Curried Sweet Potato Pancakes

Root vegetable pancakes are a great tool to have in your arsenal of winter cooking tricks. If you’re like me and you try to eat seasonally, there will undoubtedly come a point where you’ll look at box after box of turnips and parsnips and yams, and you’ll be all like: what on Earth am I going to do with these that I didn’t do last night, or last week, or last year?!

Don’t get me wrong. I like winter vegetables. But especially when we’re crunched for time, there’s a kind of monotony to the root vegetable rigmarole: roasted, or pureed, or turned into soup. Again and again and again.

Curried Sweet Potato Pancakes

Vegetable pancakes — and especially these curried sweet potato pancakes — are all about breaking the pattern.
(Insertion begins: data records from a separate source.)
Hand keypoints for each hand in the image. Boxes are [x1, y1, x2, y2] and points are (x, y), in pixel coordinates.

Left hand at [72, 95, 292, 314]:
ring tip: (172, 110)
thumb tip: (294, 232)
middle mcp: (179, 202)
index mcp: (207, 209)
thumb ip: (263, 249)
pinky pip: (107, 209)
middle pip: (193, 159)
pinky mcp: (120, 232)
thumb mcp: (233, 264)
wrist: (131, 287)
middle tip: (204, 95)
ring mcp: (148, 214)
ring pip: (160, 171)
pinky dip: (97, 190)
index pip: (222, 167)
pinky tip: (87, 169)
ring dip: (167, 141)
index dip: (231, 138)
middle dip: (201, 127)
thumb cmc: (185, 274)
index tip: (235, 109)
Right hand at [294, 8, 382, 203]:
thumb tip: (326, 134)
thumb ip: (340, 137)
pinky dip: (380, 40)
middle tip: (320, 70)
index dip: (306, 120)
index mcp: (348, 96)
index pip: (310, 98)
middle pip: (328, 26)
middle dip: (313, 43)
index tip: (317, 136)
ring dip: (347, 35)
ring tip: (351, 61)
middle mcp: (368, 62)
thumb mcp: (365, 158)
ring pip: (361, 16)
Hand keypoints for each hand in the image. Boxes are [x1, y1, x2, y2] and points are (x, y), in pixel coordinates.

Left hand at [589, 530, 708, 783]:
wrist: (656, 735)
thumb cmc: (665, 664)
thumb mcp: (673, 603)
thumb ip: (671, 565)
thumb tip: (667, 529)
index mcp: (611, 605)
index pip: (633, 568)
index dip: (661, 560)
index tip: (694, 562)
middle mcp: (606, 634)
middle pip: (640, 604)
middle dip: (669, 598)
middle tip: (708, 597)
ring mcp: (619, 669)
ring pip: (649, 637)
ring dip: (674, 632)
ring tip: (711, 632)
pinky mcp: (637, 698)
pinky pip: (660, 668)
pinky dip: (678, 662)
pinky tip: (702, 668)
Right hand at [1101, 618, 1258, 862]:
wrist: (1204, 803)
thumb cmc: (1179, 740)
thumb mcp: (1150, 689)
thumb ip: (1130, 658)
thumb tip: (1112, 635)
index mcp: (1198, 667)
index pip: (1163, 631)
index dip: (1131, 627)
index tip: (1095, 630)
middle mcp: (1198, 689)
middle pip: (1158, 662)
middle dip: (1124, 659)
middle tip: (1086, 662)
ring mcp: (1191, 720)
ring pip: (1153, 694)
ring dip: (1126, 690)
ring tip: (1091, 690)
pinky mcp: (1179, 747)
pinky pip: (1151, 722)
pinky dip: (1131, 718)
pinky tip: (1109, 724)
They’re all about eating outside the box.

Sweet potatoes are particularly versatile when it comes to the seasonings you can put with them. And while we usually think of them in Thanksgiving terms — with cinnamon and maybe a little brown sugar — it doesn’t have to be that way. The warmth and heat of Indian spices — in this case turmeric and cumin — both enhances and cuts the inherent sweetness of the vegetable, bringing out a complex set of flavors that you won’t necessarily expect.

I haven’t tried this particular flavor combination with other root vegetables, but running through my internal list of flavors that play well together, here is what I would suggest: if you have a glut of carrots, or parsnips, or yams, try this recipe with those; by all means, if you have a combo of sweet potatoes and those other vegetables, have a go; but if your overabundance of root vegetables comes in the form of turnips, or rutabagas or radishes, you might consider going in another direction. Korean style radish pancakes, in that case, seem like a good formulation to try.
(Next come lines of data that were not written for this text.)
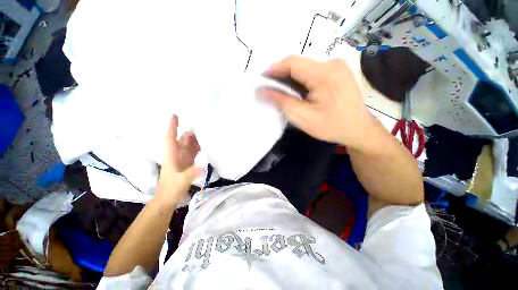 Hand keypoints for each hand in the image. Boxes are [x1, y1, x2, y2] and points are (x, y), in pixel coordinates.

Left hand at [156, 115, 202, 206]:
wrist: (167, 200)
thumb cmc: (170, 190)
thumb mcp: (180, 182)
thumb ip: (191, 174)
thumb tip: (202, 168)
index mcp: (171, 156)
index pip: (170, 138)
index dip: (172, 127)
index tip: (174, 115)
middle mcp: (176, 155)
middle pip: (182, 140)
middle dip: (189, 132)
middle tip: (201, 125)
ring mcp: (182, 159)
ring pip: (188, 145)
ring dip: (195, 139)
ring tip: (205, 133)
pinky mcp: (187, 164)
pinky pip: (193, 152)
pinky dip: (198, 147)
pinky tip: (205, 145)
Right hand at [258, 56, 375, 150]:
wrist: (359, 129)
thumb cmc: (331, 126)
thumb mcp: (303, 117)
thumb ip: (281, 102)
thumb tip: (261, 91)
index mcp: (324, 74)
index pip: (292, 63)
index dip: (274, 69)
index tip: (261, 78)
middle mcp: (332, 63)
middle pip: (299, 63)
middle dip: (281, 74)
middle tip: (269, 87)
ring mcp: (337, 66)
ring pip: (306, 67)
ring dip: (291, 77)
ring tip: (281, 90)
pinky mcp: (338, 72)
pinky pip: (314, 71)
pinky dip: (301, 79)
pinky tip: (297, 90) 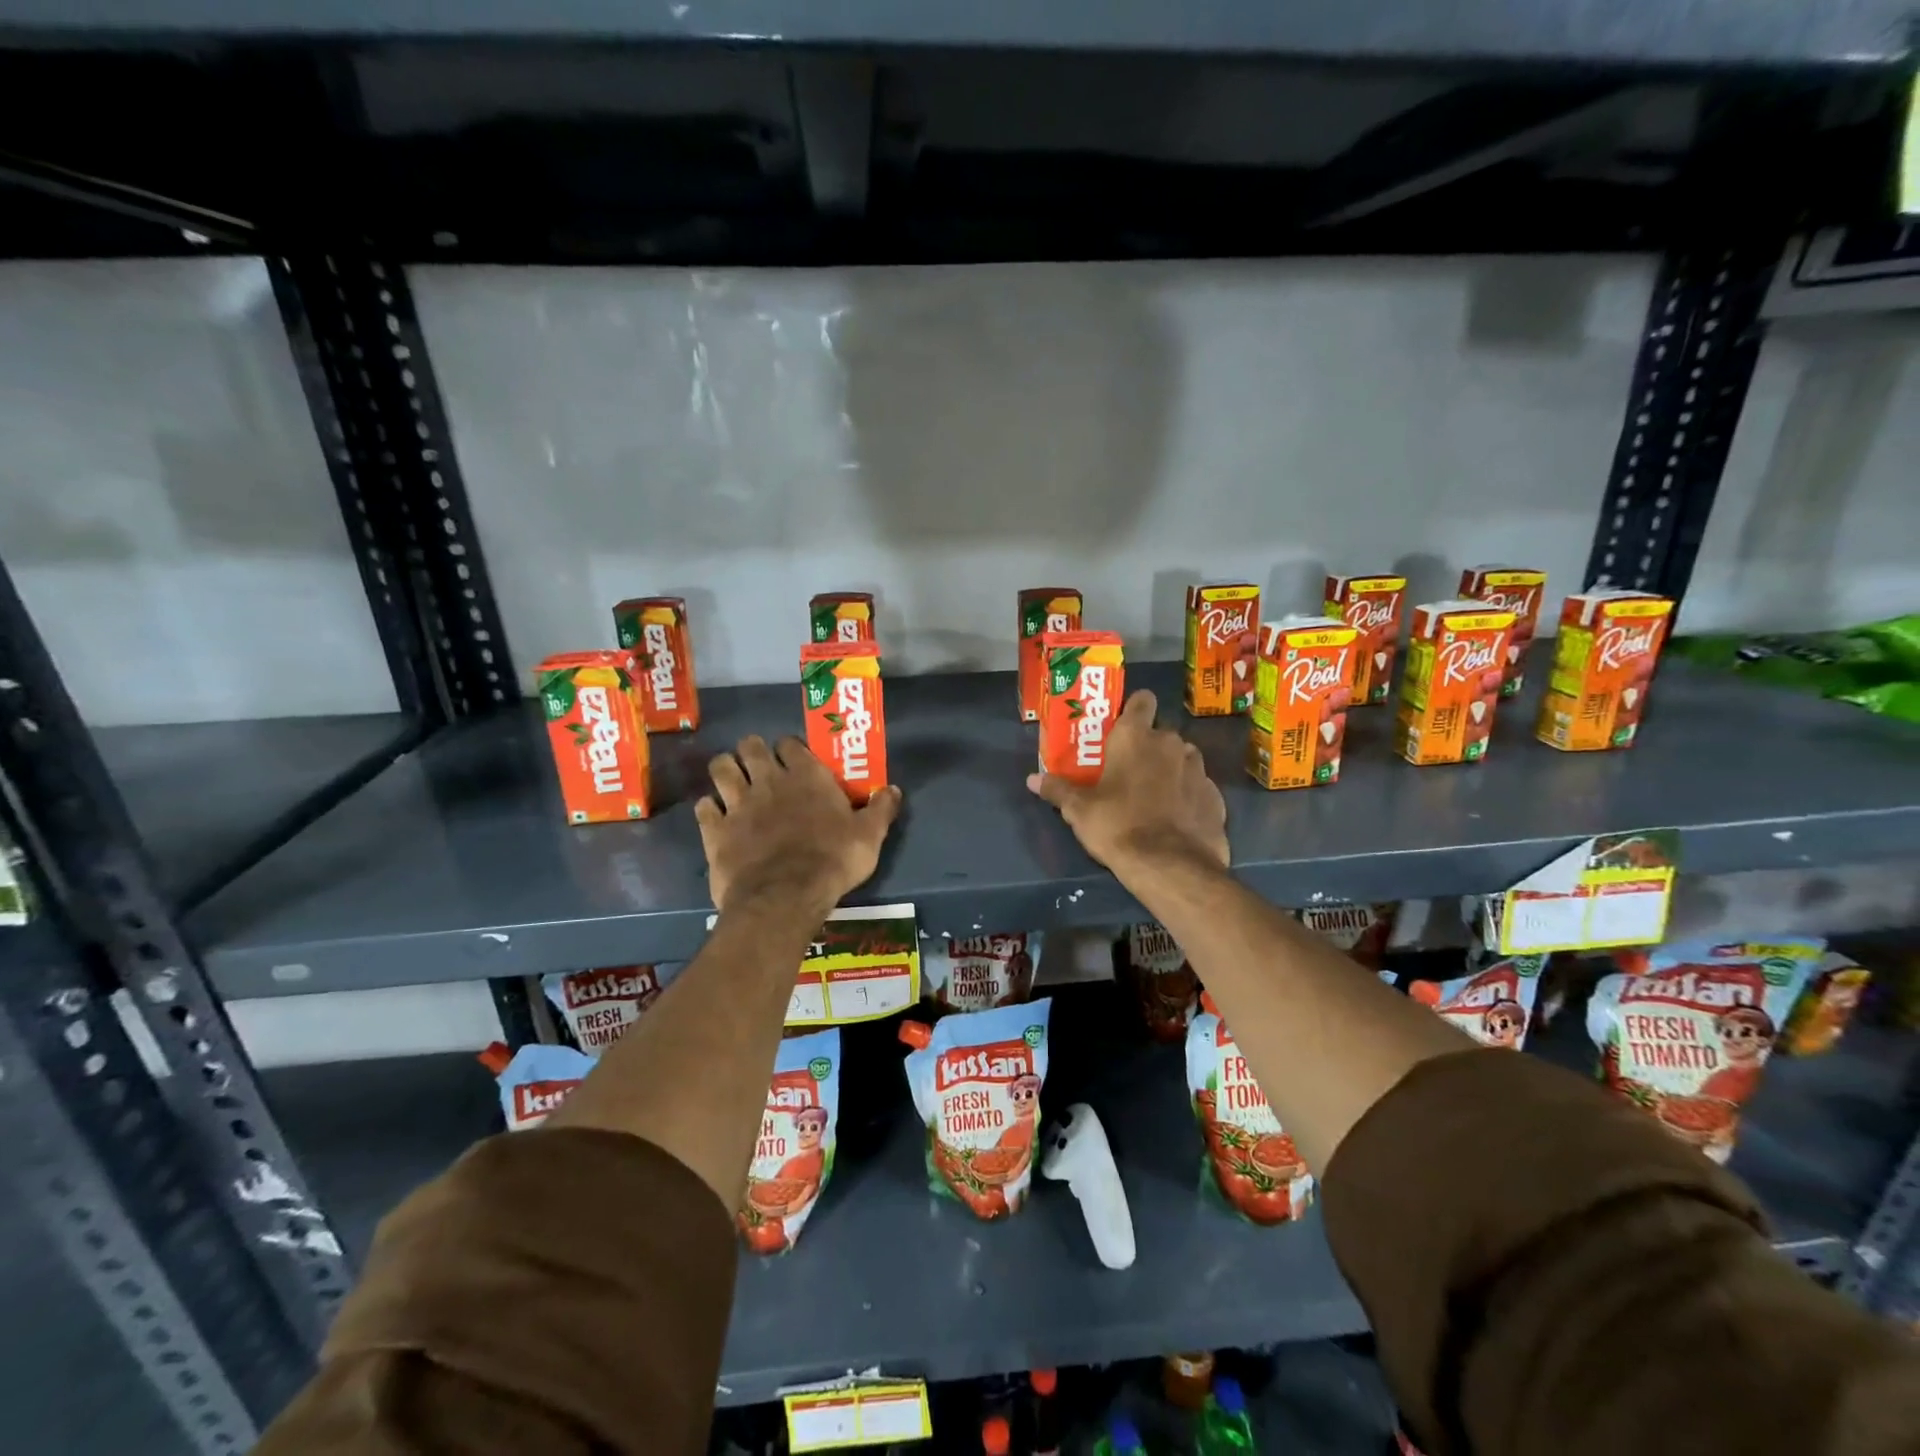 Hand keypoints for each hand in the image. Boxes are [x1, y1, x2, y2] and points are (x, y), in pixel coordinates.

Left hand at [696, 735, 901, 915]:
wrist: (784, 897)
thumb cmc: (833, 861)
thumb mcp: (869, 837)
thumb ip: (881, 809)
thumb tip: (893, 789)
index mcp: (806, 776)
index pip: (790, 743)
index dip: (790, 749)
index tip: (795, 761)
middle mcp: (768, 780)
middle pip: (750, 746)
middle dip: (752, 751)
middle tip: (759, 766)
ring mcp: (737, 803)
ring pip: (721, 768)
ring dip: (726, 771)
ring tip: (732, 782)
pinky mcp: (715, 830)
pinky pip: (704, 807)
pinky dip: (709, 809)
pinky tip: (716, 817)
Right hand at [1027, 689, 1227, 881]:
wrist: (1171, 867)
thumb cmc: (1118, 826)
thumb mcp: (1079, 810)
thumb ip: (1058, 789)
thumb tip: (1033, 779)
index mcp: (1136, 737)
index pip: (1142, 700)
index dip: (1133, 709)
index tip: (1122, 726)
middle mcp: (1171, 743)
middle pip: (1161, 732)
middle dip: (1149, 746)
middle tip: (1129, 769)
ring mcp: (1198, 769)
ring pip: (1183, 757)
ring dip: (1171, 768)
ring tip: (1154, 793)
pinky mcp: (1215, 797)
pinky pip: (1198, 786)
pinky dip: (1188, 795)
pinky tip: (1176, 816)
Curried Sweet Potato Pancakes

2 Large Sweet Potatoes, skin on and shredded
1 Small Onion, diced
2 Eggs
1/4 cup Whole Wheat Flour
4 Cloves of Garlic, minced
1 tsp Turmeric
1 tsp Cumin Seeds
1 tsp Coriander Seeds
1/2 tsp Dried Cayenne Pepper (or half that if you’re averse to a little bit of kick)
Olive Oil
Canola Oil (or another high smoke-point vegetable oil)
Pepper
Salt

Lubricate a heavy-bottomed pan with olive oil, and place it over medium heat. When it is hot, add the turmeric, cumin seeds, and coriander, stirring them together into a paste and cooking them just until the spices begin to become fragrant. Add the onion and cayenne. And then, when the onion begins to soften, add the garlic and cook the whole thing, stirring constantly, for about five minutes or until the entire curry mixture is cooked thoroughly through.
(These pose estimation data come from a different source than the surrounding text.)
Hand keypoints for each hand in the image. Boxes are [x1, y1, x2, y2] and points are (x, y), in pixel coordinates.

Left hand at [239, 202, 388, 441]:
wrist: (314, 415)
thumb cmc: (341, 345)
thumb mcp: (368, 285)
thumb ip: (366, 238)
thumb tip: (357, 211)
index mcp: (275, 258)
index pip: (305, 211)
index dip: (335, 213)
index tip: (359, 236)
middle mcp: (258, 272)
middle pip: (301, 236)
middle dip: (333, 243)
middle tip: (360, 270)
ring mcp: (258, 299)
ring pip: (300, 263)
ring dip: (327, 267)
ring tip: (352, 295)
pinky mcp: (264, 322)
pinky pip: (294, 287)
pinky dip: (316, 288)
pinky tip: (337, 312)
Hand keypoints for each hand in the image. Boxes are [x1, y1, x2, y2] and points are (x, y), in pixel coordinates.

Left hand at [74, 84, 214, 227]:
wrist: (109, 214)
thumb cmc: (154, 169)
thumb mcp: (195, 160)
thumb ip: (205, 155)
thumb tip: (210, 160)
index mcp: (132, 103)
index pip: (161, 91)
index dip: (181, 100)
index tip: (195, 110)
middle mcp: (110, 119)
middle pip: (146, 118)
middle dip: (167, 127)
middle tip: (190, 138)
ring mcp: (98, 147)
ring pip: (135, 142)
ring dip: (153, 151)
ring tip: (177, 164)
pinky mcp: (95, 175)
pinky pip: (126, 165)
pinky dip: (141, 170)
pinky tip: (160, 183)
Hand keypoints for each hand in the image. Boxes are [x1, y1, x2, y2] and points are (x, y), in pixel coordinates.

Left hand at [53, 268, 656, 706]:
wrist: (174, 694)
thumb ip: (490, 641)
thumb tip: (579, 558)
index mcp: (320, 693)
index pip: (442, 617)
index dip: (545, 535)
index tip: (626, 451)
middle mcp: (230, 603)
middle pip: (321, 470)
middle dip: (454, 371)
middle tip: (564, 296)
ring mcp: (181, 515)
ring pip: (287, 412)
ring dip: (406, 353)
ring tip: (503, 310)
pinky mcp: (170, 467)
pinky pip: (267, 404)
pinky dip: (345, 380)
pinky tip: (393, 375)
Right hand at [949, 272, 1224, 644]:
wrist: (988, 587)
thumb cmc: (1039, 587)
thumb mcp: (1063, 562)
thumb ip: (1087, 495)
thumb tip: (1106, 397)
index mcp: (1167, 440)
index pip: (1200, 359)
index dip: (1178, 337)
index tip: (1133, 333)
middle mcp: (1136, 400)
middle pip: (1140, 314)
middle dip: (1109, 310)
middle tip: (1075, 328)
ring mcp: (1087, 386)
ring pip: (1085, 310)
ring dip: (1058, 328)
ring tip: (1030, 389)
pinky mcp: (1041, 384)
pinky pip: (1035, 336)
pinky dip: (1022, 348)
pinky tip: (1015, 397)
Curried Sweet Potato Pancakes

Remove the mixture from the heat and, in a medium workbowl, combine it with the shredded sweet potatoes, about twenty grinds of pepper, and a liberal sprinkling of salt. Add the whole wheat flour and toss well. Then mix in the eggs. If the whole thing seems a little bit too wet, you may add as much as another full quarter of a cup of flour. But you shouldn’t need to. A little bit wet is okay.

When the ingredients are mixed, heat a clean, heavy pan over a medium flame. Add enough canola oil to coat the bottom, and when it’s good and hot, add your mixture in quarter-cup scoops, gently pressing down on each to form the sweet potato pancakes. You don’t want to be rough with them or they will break. And you don’t want to crowd the pan. Doing batches of four or five sweet potato pancakes at a time is just about right.

Curried Sweet Potato Pancakes

Cook them for about four minutes on each side. You’ll know they’re ready to flip when the edges start to look crisp. Then, when each batch is done, move the sweet potato pancakes to a baking sheet and stow in a 250F oven to keep warm.

They will cool rapidly, so serve the sweet potato pancakes as soon as they’re done. They’re great as a simple meal, accompanied by a salad. Or they make a great appetizer, served next to a yogurt dipping sauce like raita.

Curried Sweet Potato Pancakes

This recipe should make 12-16 sweet potato pancakes, all told.